BEGIN
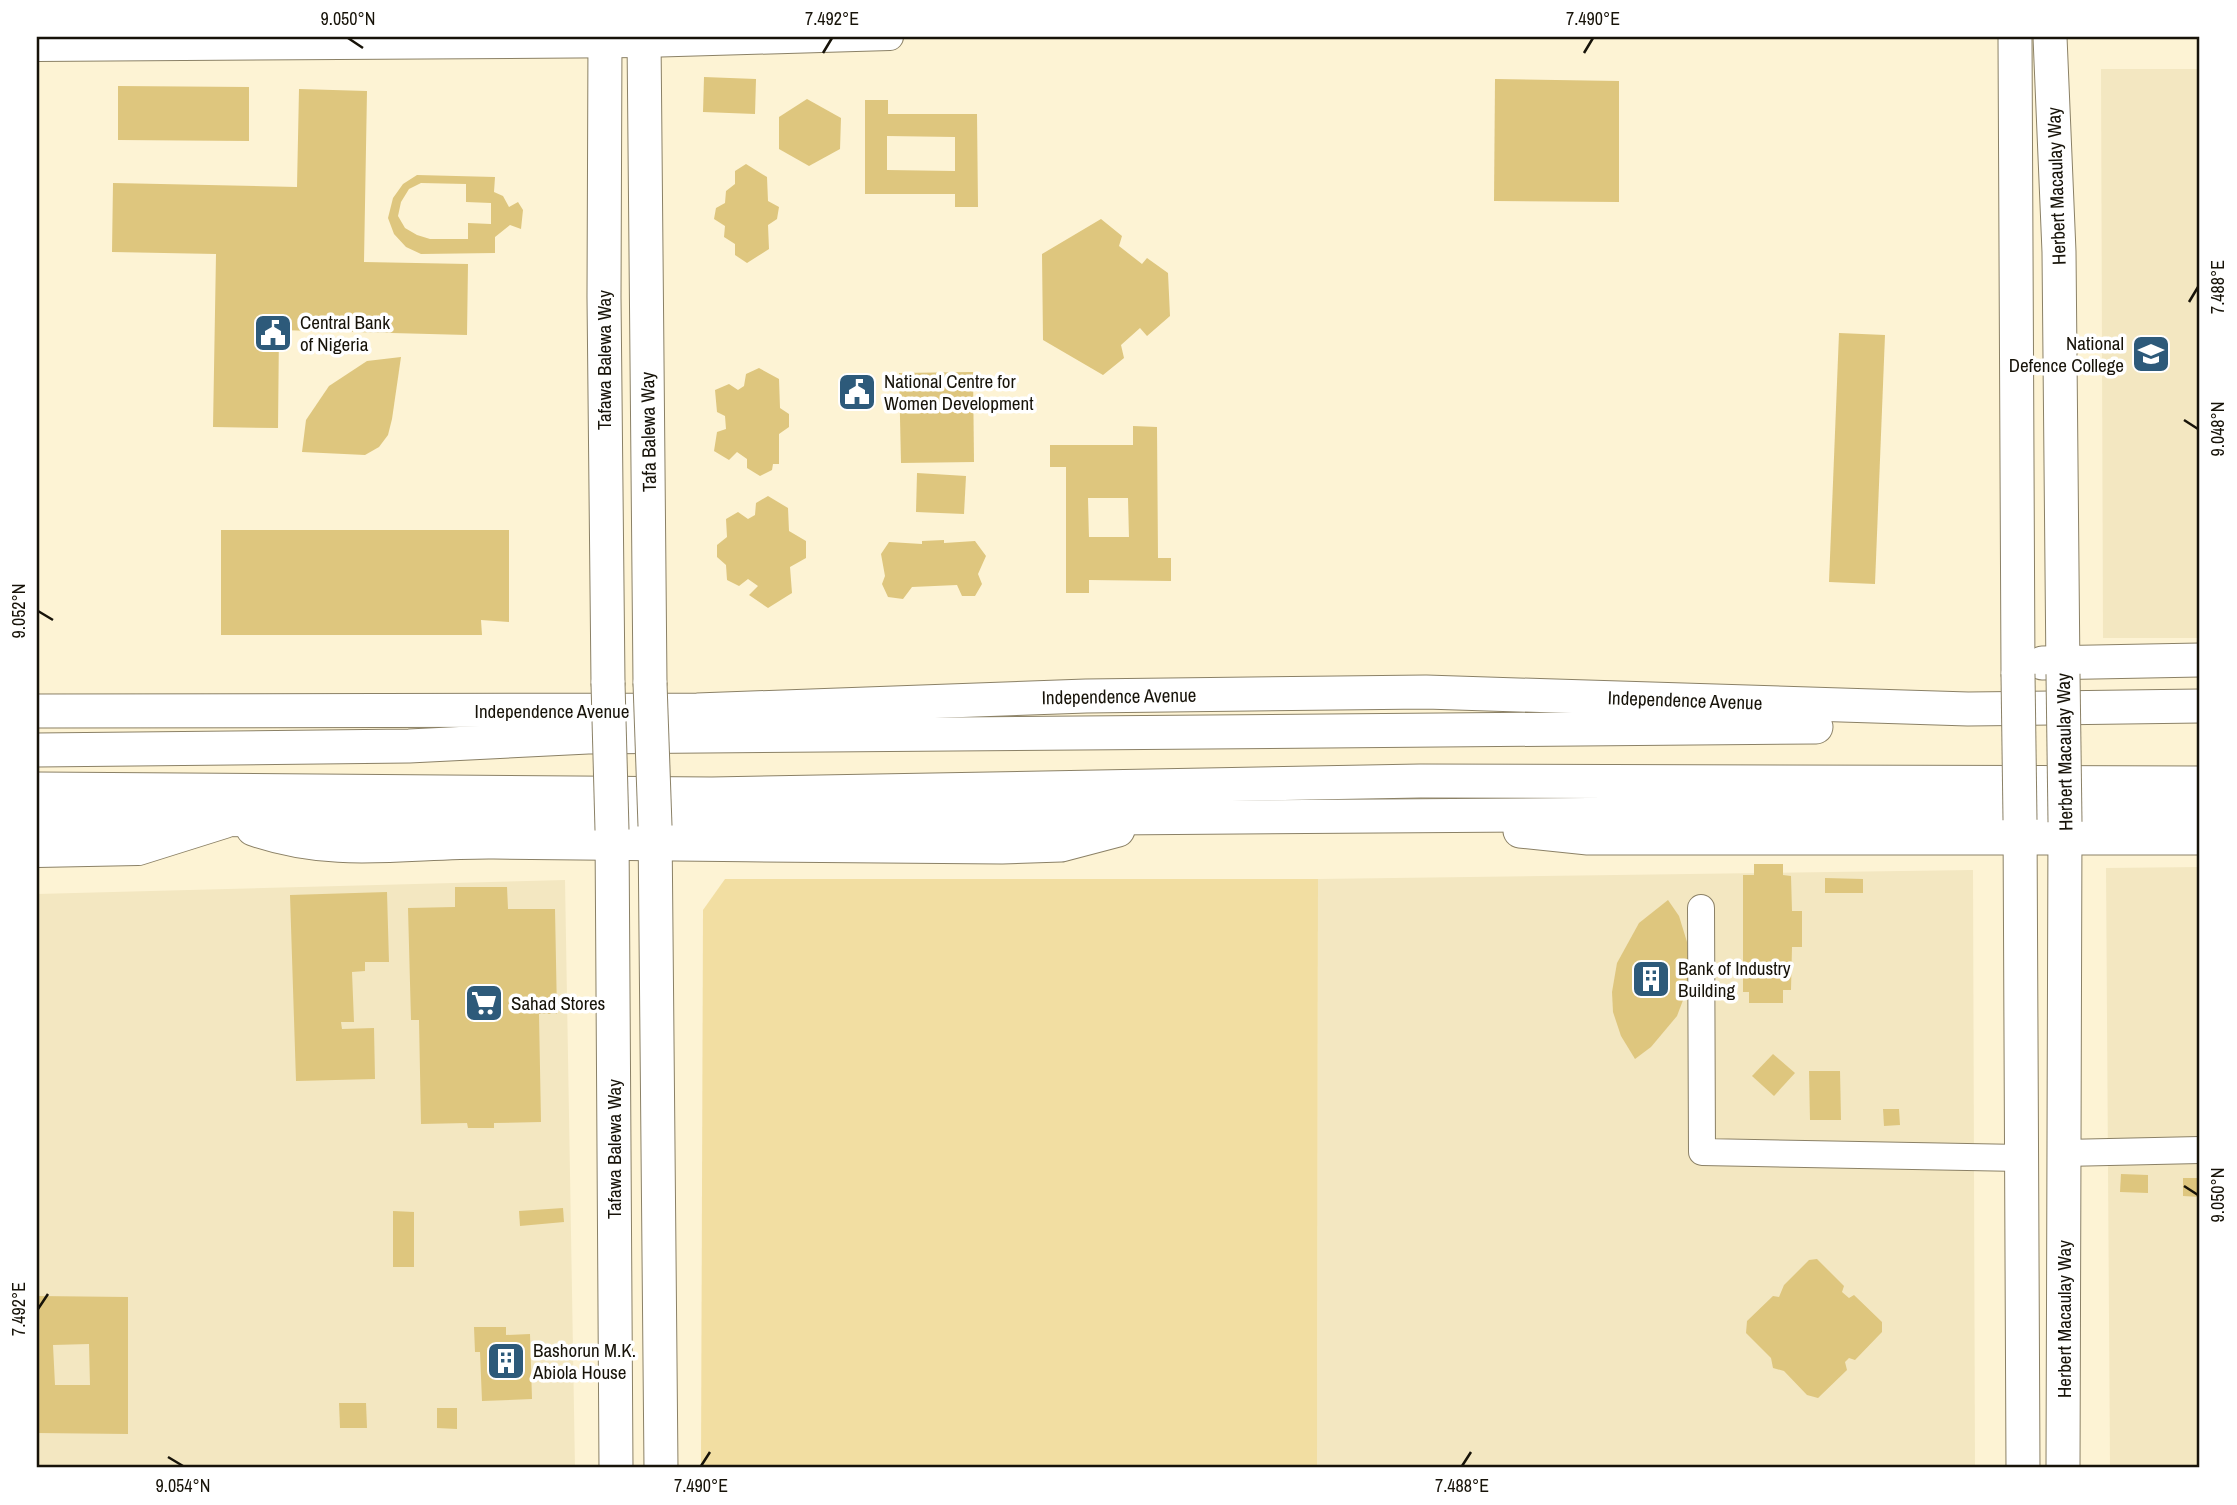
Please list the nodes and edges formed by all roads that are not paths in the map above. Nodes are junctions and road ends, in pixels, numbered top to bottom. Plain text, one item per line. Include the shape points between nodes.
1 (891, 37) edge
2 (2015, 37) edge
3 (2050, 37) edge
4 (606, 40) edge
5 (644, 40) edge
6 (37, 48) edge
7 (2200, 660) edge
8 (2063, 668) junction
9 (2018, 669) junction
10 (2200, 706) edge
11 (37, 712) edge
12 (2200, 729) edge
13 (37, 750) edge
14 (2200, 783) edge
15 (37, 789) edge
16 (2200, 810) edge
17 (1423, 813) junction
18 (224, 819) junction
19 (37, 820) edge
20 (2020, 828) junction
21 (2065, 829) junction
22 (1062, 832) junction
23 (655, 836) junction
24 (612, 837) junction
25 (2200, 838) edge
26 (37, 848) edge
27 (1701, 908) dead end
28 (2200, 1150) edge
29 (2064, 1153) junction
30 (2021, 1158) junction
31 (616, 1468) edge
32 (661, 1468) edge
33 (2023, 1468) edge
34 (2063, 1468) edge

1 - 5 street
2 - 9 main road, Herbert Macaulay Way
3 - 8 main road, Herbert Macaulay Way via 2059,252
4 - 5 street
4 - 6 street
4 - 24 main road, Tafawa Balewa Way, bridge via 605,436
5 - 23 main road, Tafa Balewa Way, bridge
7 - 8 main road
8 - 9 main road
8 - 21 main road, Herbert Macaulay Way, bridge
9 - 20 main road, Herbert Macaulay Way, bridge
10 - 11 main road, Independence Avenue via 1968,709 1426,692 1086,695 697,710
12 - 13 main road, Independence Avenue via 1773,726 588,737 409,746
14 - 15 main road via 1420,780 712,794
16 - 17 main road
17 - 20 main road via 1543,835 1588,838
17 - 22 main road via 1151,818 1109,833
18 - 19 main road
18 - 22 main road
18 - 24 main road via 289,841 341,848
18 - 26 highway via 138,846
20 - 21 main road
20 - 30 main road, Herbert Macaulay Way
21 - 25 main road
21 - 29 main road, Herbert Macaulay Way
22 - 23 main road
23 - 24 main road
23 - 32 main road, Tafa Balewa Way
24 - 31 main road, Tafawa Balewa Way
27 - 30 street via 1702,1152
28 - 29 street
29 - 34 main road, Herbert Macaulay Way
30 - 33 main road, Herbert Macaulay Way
END
▸ EXERCISE REQUIREMENTS: Every entry should be repeated verbatim, with the pictures left out.

▸ EXERCISE SOLUTION:
Please list the nodes and edges formed by all roads that are not paths in the map above. Nodes are junctions and road ends, in pixels, numbered top to bottom. Plain text, one item per line. Include the shape points between nodes.
1 (891, 37) edge
2 (2015, 37) edge
3 (2050, 37) edge
4 (606, 40) edge
5 (644, 40) edge
6 (37, 48) edge
7 (2200, 660) edge
8 (2063, 668) junction
9 (2018, 669) junction
10 (2200, 706) edge
11 (37, 712) edge
12 (2200, 729) edge
13 (37, 750) edge
14 (2200, 783) edge
15 (37, 789) edge
16 (2200, 810) edge
17 (1423, 813) junction
18 (224, 819) junction
19 (37, 820) edge
20 (2020, 828) junction
21 (2065, 829) junction
22 (1062, 832) junction
23 (655, 836) junction
24 (612, 837) junction
25 (2200, 838) edge
26 (37, 848) edge
27 (1701, 908) dead end
28 (2200, 1150) edge
29 (2064, 1153) junction
30 (2021, 1158) junction
31 (616, 1468) edge
32 (661, 1468) edge
33 (2023, 1468) edge
34 (2063, 1468) edge

1 - 5 street
2 - 9 main road, Herbert Macaulay Way
3 - 8 main road, Herbert Macaulay Way via 2059,252
4 - 5 street
4 - 6 street
4 - 24 main road, Tafawa Balewa Way, bridge via 605,436
5 - 23 main road, Tafa Balewa Way, bridge
7 - 8 main road
8 - 9 main road
8 - 21 main road, Herbert Macaulay Way, bridge
9 - 20 main road, Herbert Macaulay Way, bridge
10 - 11 main road, Independence Avenue via 1968,709 1426,692 1086,695 697,710
12 - 13 main road, Independence Avenue via 1773,726 588,737 409,746
14 - 15 main road via 1420,780 712,794
16 - 17 main road
17 - 20 main road via 1543,835 1588,838
17 - 22 main road via 1151,818 1109,833
18 - 19 main road
18 - 22 main road
18 - 24 main road via 289,841 341,848
18 - 26 highway via 138,846
20 - 21 main road
20 - 30 main road, Herbert Macaulay Way
21 - 25 main road
21 - 29 main road, Herbert Macaulay Way
22 - 23 main road
23 - 24 main road
23 - 32 main road, Tafa Balewa Way
24 - 31 main road, Tafawa Balewa Way
27 - 30 street via 1702,1152
28 - 29 street
29 - 34 main road, Herbert Macaulay Way
30 - 33 main road, Herbert Macaulay Way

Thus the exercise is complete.